◆ EXERCISE REQUIREMENTS ◆
What is the number of lines in the data that contain "Antoni"? Nothing besides that number, please.

◆ Collection entries ◆
------------------------------
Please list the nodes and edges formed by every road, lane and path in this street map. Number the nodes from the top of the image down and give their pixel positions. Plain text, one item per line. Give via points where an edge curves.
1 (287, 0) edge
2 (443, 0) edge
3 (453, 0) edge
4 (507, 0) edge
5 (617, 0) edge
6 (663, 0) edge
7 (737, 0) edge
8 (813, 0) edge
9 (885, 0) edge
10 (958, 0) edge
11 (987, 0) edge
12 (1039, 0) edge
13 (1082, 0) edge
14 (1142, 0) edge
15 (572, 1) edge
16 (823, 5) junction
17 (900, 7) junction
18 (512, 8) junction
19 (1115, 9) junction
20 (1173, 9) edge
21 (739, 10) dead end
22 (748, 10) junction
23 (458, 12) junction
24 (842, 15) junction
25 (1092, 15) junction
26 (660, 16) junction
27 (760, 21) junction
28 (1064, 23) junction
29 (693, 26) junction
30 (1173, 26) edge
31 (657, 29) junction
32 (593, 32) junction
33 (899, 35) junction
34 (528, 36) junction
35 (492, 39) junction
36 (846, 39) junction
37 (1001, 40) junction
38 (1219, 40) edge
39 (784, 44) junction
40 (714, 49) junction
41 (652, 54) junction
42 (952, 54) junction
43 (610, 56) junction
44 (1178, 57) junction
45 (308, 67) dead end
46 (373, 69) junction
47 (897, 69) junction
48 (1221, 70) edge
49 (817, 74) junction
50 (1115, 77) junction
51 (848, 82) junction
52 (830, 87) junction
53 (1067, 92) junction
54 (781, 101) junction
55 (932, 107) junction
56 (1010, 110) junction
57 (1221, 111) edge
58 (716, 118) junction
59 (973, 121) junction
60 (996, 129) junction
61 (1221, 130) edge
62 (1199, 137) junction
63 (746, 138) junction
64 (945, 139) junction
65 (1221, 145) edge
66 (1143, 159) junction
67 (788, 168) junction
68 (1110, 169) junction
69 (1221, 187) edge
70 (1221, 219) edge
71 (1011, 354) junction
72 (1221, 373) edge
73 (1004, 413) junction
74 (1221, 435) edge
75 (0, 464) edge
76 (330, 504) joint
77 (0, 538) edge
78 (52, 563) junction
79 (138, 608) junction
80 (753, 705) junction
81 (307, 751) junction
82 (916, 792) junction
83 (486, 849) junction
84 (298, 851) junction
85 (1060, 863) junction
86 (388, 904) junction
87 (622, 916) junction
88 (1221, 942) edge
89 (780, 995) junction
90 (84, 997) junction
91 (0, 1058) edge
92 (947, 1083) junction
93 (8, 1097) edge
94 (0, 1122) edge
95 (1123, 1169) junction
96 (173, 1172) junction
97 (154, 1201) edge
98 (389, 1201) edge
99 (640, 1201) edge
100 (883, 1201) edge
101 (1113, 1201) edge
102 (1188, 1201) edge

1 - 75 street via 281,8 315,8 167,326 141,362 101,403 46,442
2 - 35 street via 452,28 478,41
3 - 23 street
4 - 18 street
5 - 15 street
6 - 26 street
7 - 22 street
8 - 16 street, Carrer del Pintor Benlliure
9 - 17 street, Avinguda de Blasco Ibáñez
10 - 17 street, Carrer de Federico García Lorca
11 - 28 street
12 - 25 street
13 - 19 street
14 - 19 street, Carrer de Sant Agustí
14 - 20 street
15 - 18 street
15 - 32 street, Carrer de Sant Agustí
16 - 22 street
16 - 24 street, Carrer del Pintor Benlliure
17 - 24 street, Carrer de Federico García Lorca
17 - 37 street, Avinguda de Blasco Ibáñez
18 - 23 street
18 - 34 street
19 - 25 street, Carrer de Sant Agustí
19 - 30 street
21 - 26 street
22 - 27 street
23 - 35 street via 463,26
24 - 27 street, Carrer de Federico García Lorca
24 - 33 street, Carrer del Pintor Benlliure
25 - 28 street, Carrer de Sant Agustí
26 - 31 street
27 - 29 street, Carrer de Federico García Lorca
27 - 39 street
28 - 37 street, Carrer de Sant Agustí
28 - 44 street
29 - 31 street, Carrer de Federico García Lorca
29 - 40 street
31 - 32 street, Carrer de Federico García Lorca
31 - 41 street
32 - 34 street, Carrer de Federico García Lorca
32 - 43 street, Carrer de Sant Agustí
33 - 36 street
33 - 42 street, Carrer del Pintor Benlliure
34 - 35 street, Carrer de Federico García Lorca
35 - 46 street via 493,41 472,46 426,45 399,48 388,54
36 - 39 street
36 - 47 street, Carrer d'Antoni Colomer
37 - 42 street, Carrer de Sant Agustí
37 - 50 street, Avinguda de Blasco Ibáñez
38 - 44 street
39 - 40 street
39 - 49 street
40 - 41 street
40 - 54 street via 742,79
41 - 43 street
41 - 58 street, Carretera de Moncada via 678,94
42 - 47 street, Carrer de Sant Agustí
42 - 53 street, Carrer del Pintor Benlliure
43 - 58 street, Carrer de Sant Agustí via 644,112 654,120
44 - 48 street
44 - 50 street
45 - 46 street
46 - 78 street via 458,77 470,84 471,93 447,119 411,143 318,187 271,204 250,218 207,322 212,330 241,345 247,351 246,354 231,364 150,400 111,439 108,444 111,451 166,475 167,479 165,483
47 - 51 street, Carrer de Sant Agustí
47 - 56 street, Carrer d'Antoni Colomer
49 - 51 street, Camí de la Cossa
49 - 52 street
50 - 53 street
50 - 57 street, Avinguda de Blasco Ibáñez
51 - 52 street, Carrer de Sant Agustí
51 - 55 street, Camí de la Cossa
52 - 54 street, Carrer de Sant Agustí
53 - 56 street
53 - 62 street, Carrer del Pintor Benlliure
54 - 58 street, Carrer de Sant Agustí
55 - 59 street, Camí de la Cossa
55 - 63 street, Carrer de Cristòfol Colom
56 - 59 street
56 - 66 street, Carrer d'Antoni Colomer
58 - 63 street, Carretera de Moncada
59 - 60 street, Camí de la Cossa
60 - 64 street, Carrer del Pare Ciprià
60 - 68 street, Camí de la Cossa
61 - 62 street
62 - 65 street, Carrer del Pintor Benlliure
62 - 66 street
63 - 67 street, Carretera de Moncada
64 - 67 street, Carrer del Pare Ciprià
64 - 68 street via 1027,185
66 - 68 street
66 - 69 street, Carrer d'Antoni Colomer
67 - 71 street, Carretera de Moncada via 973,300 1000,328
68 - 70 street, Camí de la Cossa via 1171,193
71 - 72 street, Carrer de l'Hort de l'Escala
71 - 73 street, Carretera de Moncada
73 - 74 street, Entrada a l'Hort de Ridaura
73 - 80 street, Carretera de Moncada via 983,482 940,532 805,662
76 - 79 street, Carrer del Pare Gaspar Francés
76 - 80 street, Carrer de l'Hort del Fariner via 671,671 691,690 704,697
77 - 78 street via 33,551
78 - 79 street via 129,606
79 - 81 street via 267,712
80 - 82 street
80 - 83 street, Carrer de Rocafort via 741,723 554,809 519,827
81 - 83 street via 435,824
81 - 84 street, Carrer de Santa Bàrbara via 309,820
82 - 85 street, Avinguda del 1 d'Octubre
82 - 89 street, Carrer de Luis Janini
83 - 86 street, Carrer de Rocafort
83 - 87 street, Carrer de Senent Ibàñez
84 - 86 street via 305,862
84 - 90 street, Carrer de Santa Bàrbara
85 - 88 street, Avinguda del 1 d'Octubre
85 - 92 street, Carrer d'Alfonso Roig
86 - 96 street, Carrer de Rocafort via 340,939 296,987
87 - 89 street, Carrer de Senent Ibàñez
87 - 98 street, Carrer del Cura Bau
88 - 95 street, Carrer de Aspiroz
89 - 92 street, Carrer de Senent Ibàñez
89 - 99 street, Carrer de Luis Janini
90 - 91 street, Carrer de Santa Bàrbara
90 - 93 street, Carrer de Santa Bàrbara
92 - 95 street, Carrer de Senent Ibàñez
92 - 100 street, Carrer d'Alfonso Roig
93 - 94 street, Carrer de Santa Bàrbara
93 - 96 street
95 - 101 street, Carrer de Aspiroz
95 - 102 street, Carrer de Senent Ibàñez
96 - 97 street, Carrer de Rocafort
------------------------------
◆ EXERCISE RESPONSE ◆
4